◆ **Work item**
All of the records below are to be printed exactly; the pictures are to be left out.

-------- Data provided

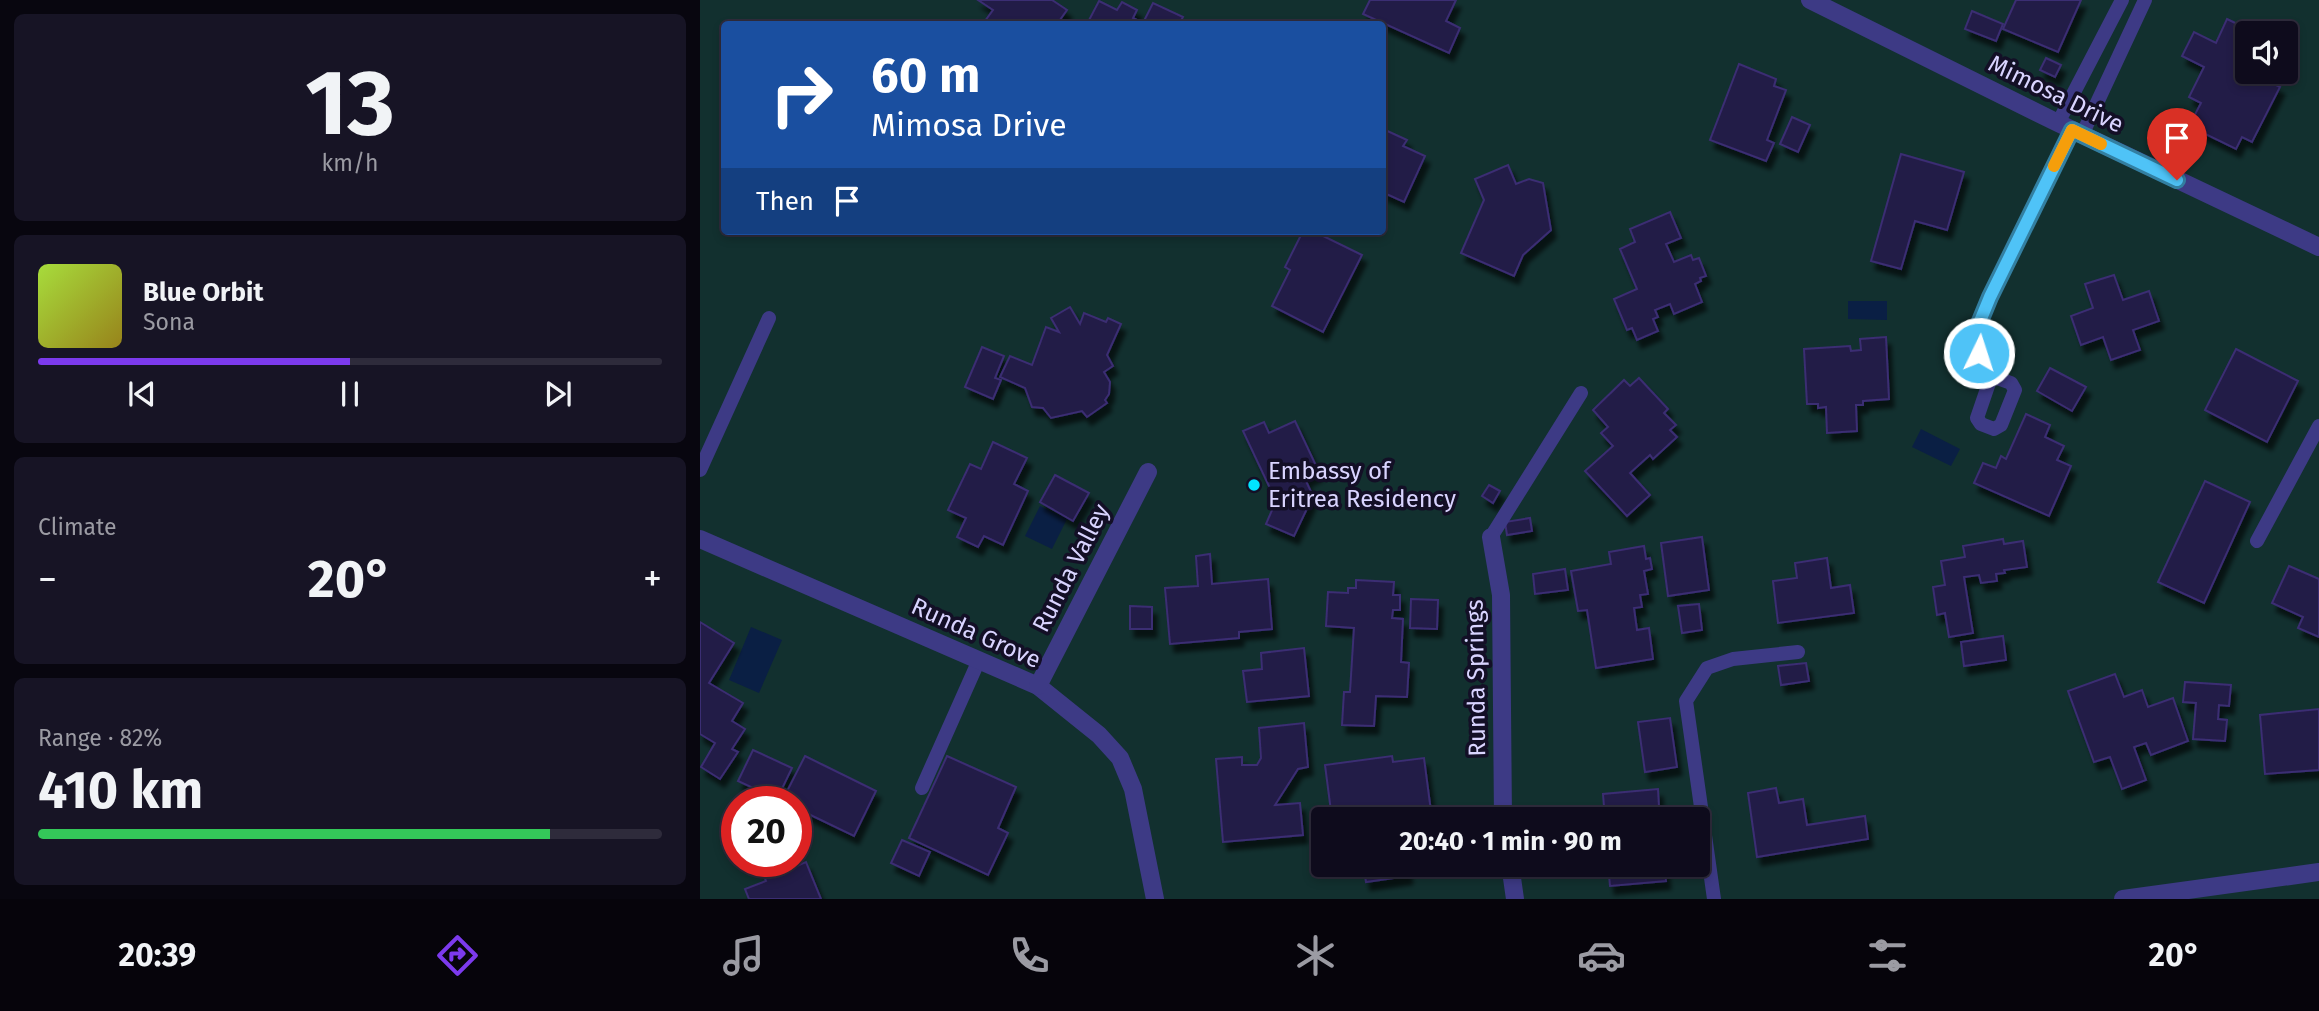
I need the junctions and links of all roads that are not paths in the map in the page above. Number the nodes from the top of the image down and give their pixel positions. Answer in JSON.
{"nodes":[{"id":1,"x":1810,"y":0,"type":"edge"},
{"id":2,"x":2122,"y":0,"type":"edge"},
{"id":3,"x":2145,"y":0,"type":"edge"},
{"id":4,"x":2071,"y":129,"type":"junction"},
{"id":5,"x":2319,"y":247,"type":"edge"},
{"id":6,"x":769,"y":318,"type":"dead end"},
{"id":7,"x":1994,"y":377,"type":"dead end"},
{"id":8,"x":1581,"y":393,"type":"dead end"},
{"id":9,"x":2319,"y":426,"type":"edge"},
{"id":10,"x":700,"y":470,"type":"edge"},
{"id":11,"x":1148,"y":472,"type":"dead end"},
{"id":12,"x":1491,"y":537,"type":"joint"},
{"id":13,"x":700,"y":539,"type":"edge"},
{"id":14,"x":2258,"y":541,"type":"dead end"},
{"id":15,"x":1798,"y":652,"type":"dead end"},
{"id":16,"x":979,"y":660,"type":"junction"},
{"id":17,"x":1038,"y":686,"type":"junction"},
{"id":18,"x":922,"y":789,"type":"dead end"},
{"id":19,"x":1503,"y":807,"type":"edge"},
{"id":20,"x":2319,"y":872,"type":"edge"},
{"id":21,"x":1511,"y":877,"type":"edge"},
{"id":22,"x":1155,"y":899,"type":"edge"},
{"id":23,"x":1514,"y":899,"type":"edge"},
{"id":24,"x":1714,"y":899,"type":"edge"},
{"id":25,"x":2123,"y":899,"type":"edge"}],
"edges":[{"from":1,"to":4,"type":"street","name":"Mimosa Drive"},
{"from":2,"to":4,"type":"lane"},
{"from":3,"to":4,"type":"lane"},
{"from":4,"to":5,"type":"street","name":"Mimosa Drive"},
{"from":4,"to":7,"type":"lane"},
{"from":6,"to":10,"type":"lane"},
{"from":8,"to":12,"type":"lane"},
{"from":9,"to":14,"type":"lane"},
{"from":11,"to":17,"type":"street","name":"Runda Valley"},
{"from":12,"to":19,"type":"street","name":"Runda Springs"},
{"from":13,"to":16,"type":"street","name":"Runda Grove"},
{"from":15,"to":24,"type":"lane"},
{"from":16,"to":17,"type":"street","name":"Runda Grove"},
{"from":16,"to":18,"type":"lane"},
{"from":17,"to":22,"type":"street","name":"Runda Grove"},
{"from":20,"to":25,"type":"street"},
{"from":21,"to":23,"type":"street"}]}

----------------

◆ **Exercise solution**
I need the junctions and links of all roads that are not paths in the map in the page above. Number the nodes from the top of the image down and give their pixel positions. Answer in JSON.
{"nodes":[{"id":1,"x":1810,"y":0,"type":"edge"},
{"id":2,"x":2122,"y":0,"type":"edge"},
{"id":3,"x":2145,"y":0,"type":"edge"},
{"id":4,"x":2071,"y":129,"type":"junction"},
{"id":5,"x":2319,"y":247,"type":"edge"},
{"id":6,"x":769,"y":318,"type":"dead end"},
{"id":7,"x":1994,"y":377,"type":"dead end"},
{"id":8,"x":1581,"y":393,"type":"dead end"},
{"id":9,"x":2319,"y":426,"type":"edge"},
{"id":10,"x":700,"y":470,"type":"edge"},
{"id":11,"x":1148,"y":472,"type":"dead end"},
{"id":12,"x":1491,"y":537,"type":"joint"},
{"id":13,"x":700,"y":539,"type":"edge"},
{"id":14,"x":2258,"y":541,"type":"dead end"},
{"id":15,"x":1798,"y":652,"type":"dead end"},
{"id":16,"x":979,"y":660,"type":"junction"},
{"id":17,"x":1038,"y":686,"type":"junction"},
{"id":18,"x":922,"y":789,"type":"dead end"},
{"id":19,"x":1503,"y":807,"type":"edge"},
{"id":20,"x":2319,"y":872,"type":"edge"},
{"id":21,"x":1511,"y":877,"type":"edge"},
{"id":22,"x":1155,"y":899,"type":"edge"},
{"id":23,"x":1514,"y":899,"type":"edge"},
{"id":24,"x":1714,"y":899,"type":"edge"},
{"id":25,"x":2123,"y":899,"type":"edge"}],
"edges":[{"from":1,"to":4,"type":"street","name":"Mimosa Drive"},
{"from":2,"to":4,"type":"lane"},
{"from":3,"to":4,"type":"lane"},
{"from":4,"to":5,"type":"street","name":"Mimosa Drive"},
{"from":4,"to":7,"type":"lane"},
{"from":6,"to":10,"type":"lane"},
{"from":8,"to":12,"type":"lane"},
{"from":9,"to":14,"type":"lane"},
{"from":11,"to":17,"type":"street","name":"Runda Valley"},
{"from":12,"to":19,"type":"street","name":"Runda Springs"},
{"from":13,"to":16,"type":"street","name":"Runda Grove"},
{"from":15,"to":24,"type":"lane"},
{"from":16,"to":17,"type":"street","name":"Runda Grove"},
{"from":16,"to":18,"type":"lane"},
{"from":17,"to":22,"type":"street","name":"Runda Grove"},
{"from":20,"to":25,"type":"street"},
{"from":21,"to":23,"type":"street"}]}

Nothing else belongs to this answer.